The bill would permit poker tournaments to be held at land-based bingo venues, with total prizes restricted to $100. For tournaments with higher prize pools, up to $50,000, organizers would require a permit from Virginia Department of Agriculture and Consumer Services.
Virginia has never been a hospitable state for poker players, or any gamblers, for that matter. The lottery being the only current legal outlet for gambling indulgence, following the closure of the Colonial Downs racetrack last year.
In late 2015, the Virginia Racing Commission denied the track 2016 racing dates, which begs the question, what does the Virginia Racing Commission actually do these days?
In some states, home poker games are nominally illegal but little is done to enforce the rule. But Virginia’s law enforcement has been criticized over the years for a heavy-handed approach to policing home games.
In January 2015, Police in Fairfax County deemed it necessary to call in a SWAT team armed with automatic rifles to break up a private home poker game that had, in the past, been frequented by Phil Laak and Antonio Esfandiari.
“They could’ve sent a retired detective with a clipboard and gotten the same result,” complained a player to the Washington Post shortly afterwards.
The raid resulted in the confiscation of $150,000 from the game’s host, while eight of the ten players were charged with the Class 3 misdemeanour of illegal gambling, punishable by a maximum fine of $500.
This is the same police department that, in 2006, opted to send a SWAT team to arrest an optometrist named Salvatore J. Culosi Jr for the crime of betting on football games. He was accidentally shot and killed by an officer on the doorstep of his home.
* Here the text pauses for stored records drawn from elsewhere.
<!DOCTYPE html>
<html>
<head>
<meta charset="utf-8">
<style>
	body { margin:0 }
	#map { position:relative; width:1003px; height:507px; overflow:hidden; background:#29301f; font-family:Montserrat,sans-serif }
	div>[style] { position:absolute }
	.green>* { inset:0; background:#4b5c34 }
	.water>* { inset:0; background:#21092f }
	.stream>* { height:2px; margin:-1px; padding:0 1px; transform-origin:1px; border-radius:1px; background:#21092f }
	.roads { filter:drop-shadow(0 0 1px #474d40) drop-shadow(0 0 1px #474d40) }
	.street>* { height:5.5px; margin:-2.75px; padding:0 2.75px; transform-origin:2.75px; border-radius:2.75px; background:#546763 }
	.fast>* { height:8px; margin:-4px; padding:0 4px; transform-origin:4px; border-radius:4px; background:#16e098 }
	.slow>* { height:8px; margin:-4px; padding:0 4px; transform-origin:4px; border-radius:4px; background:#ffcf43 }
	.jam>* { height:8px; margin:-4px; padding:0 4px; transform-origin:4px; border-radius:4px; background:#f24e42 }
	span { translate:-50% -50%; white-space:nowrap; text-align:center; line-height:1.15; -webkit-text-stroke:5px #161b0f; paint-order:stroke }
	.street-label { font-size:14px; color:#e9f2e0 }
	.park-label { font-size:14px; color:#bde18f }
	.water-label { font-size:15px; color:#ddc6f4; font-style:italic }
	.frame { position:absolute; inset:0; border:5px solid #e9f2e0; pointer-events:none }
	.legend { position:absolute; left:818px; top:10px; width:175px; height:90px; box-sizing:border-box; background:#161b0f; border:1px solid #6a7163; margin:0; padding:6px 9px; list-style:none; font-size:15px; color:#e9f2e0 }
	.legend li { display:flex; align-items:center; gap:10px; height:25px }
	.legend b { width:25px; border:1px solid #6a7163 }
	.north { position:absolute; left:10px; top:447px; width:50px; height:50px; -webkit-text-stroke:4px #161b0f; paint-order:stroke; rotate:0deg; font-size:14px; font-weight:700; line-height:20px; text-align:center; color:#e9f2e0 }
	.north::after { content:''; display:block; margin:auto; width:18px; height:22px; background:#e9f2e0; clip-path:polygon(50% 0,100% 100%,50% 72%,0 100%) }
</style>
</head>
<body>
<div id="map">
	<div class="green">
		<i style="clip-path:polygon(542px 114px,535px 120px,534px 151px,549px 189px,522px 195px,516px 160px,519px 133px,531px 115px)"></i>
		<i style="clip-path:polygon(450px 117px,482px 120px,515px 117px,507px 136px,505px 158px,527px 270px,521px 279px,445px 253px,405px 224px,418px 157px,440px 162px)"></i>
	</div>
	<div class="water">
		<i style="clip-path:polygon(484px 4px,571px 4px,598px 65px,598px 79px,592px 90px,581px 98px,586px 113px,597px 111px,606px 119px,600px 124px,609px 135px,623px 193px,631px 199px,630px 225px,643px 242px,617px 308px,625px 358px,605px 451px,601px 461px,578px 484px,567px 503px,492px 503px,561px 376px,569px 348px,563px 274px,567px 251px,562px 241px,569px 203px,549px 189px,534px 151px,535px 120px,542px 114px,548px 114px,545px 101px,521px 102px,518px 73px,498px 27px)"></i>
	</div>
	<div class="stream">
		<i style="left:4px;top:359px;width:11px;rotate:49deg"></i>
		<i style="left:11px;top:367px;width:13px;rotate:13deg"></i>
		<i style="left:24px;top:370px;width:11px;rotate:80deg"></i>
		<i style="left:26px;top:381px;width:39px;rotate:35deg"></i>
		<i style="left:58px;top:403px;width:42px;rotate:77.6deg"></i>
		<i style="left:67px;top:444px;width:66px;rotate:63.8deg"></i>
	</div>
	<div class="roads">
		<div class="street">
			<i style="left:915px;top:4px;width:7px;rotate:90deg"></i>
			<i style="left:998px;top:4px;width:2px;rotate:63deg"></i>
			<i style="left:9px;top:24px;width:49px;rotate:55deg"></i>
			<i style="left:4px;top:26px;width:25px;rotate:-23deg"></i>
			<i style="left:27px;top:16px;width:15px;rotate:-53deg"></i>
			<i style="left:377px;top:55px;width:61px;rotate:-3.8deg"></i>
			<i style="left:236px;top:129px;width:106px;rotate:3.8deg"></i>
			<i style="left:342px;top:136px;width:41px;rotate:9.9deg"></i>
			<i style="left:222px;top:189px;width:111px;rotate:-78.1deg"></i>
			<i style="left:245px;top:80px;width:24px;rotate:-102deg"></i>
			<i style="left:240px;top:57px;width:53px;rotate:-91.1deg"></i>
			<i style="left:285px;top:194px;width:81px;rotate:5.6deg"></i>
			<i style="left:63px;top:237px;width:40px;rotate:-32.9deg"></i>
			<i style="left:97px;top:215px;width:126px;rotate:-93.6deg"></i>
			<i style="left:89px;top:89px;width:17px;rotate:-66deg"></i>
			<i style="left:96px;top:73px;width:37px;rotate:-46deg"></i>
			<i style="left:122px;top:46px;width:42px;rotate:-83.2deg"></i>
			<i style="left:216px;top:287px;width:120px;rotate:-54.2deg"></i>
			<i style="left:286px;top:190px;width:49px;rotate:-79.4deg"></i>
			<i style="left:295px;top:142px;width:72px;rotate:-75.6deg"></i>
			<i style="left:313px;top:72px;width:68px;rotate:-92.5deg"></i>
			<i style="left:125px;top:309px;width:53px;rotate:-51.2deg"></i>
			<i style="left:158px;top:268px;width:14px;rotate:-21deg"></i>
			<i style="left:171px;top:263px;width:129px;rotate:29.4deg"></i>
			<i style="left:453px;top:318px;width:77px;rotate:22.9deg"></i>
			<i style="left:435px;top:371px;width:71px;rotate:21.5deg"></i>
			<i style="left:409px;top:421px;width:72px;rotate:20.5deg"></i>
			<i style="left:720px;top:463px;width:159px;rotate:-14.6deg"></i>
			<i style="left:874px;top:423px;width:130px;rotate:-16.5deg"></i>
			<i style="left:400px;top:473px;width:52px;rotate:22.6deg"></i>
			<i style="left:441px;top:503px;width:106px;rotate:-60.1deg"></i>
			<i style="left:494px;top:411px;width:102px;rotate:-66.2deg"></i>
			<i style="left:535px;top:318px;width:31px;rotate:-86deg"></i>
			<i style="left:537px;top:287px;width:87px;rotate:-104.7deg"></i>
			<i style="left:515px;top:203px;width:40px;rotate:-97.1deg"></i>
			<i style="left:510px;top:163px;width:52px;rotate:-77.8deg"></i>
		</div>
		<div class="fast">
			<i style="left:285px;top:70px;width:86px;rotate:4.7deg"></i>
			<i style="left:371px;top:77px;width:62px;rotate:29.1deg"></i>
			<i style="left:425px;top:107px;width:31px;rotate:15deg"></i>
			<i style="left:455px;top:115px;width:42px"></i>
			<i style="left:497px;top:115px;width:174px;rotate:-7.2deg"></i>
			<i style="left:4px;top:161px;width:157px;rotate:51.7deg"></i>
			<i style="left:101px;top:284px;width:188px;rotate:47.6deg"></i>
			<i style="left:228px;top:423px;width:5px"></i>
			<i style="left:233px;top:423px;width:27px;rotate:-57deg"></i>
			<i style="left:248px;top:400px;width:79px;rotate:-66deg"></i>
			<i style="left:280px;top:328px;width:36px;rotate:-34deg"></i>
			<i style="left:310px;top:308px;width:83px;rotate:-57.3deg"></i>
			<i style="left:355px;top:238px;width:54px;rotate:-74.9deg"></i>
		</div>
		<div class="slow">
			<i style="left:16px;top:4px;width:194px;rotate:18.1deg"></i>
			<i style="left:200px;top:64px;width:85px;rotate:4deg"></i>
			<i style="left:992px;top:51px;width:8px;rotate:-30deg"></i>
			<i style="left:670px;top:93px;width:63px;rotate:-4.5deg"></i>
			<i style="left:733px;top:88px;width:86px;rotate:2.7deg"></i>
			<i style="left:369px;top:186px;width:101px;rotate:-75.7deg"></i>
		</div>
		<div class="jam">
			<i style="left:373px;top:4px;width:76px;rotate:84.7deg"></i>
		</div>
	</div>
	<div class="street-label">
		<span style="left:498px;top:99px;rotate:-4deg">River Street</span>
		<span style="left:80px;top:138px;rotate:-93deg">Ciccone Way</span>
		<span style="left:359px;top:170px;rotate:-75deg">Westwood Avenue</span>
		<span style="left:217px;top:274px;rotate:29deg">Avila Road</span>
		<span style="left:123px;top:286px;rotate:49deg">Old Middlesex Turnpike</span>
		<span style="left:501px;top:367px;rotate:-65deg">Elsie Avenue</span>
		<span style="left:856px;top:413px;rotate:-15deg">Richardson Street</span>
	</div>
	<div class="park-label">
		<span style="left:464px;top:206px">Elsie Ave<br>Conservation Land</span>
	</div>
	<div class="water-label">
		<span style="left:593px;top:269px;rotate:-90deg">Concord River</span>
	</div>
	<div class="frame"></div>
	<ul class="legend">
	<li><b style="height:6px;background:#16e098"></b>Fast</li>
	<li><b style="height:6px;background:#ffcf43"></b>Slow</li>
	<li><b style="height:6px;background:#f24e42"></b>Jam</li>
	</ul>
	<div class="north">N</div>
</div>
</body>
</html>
The new bill, it seems, would legalize cash home games, since poker would no longer deemed to be illegal gambling and a permit would be required for tournaments alone. And while Lucas’ casino gambling bills have previously come to nothing, she may take hope from the fact that, last year, Virginia, despite its largely anti-gambling stance, became the very first state in the US to regulate daily fantasy sports.